◆ Brief:
For every record that follows, transcribe the text exactly and leave any image out.

# # # # # # #

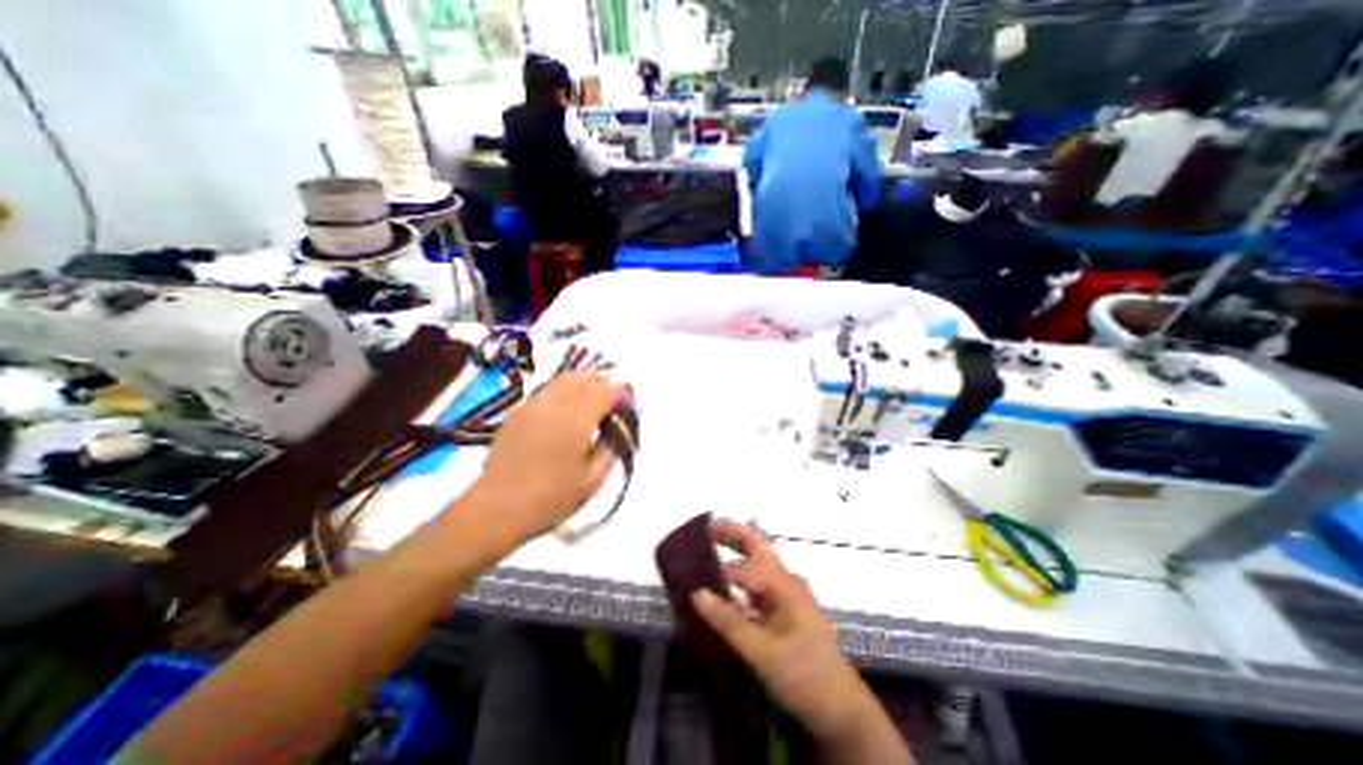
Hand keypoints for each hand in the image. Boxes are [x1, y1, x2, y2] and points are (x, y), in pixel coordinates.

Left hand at [476, 368, 626, 537]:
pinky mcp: (518, 412)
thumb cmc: (551, 498)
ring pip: (564, 379)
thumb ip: (610, 449)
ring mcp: (533, 405)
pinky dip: (564, 392)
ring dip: (583, 384)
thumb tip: (617, 430)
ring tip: (591, 401)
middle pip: (585, 377)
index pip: (606, 391)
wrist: (498, 508)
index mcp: (577, 420)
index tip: (628, 402)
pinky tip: (565, 411)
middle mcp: (555, 404)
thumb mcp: (593, 480)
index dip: (621, 392)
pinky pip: (547, 391)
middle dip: (604, 382)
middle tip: (612, 399)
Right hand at [694, 524, 871, 738]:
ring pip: (756, 564)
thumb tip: (696, 593)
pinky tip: (722, 593)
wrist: (841, 709)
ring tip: (706, 558)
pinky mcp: (783, 609)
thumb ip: (728, 621)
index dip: (717, 571)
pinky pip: (757, 586)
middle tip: (703, 532)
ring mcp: (786, 593)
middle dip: (731, 535)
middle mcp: (785, 580)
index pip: (744, 567)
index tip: (692, 578)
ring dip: (733, 555)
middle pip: (756, 546)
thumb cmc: (804, 675)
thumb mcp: (762, 652)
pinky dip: (738, 583)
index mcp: (784, 583)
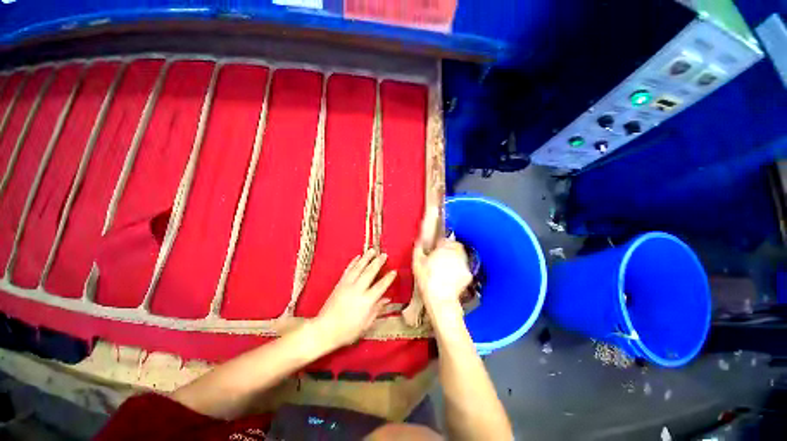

# # # # # # #

◆ Result below:
Hand keypoints for each hand in the image. Boxes are [x1, y1, x2, y2] and points are (x, y), in pixel coordinates.

Left hand at [476, 368, 626, 537]:
pinky mcp: (518, 412)
thumb cmc: (551, 498)
ring pip: (564, 379)
thumb ip: (610, 449)
ring mcp: (533, 405)
pinky dip: (564, 392)
ring dip: (583, 384)
thumb tip: (617, 430)
ring tip: (591, 401)
middle pip: (585, 377)
index pip: (606, 391)
wrist: (498, 508)
index mcp: (577, 420)
index tip: (628, 402)
pinky tip: (565, 411)
middle mcp: (555, 404)
thumb mcp: (593, 480)
index dip: (621, 392)
pinky pip: (547, 391)
middle dip: (604, 382)
middle tip: (612, 399)
Right hand at [694, 524, 871, 738]:
ring pip: (756, 564)
thumb tip: (696, 593)
pinky tip: (722, 593)
wrist: (841, 709)
ring tip: (706, 558)
pinky mcp: (783, 609)
thumb ip: (728, 621)
index dip: (717, 571)
pinky pip: (757, 586)
middle tip: (703, 532)
ring mcp: (786, 593)
middle dip: (731, 535)
middle mcp: (785, 580)
index pip: (744, 567)
index tip: (692, 578)
ring dip: (733, 555)
middle pip: (756, 546)
thumb cmc: (804, 675)
thumb mcp: (762, 652)
pinky dip: (738, 583)
index mcp: (784, 583)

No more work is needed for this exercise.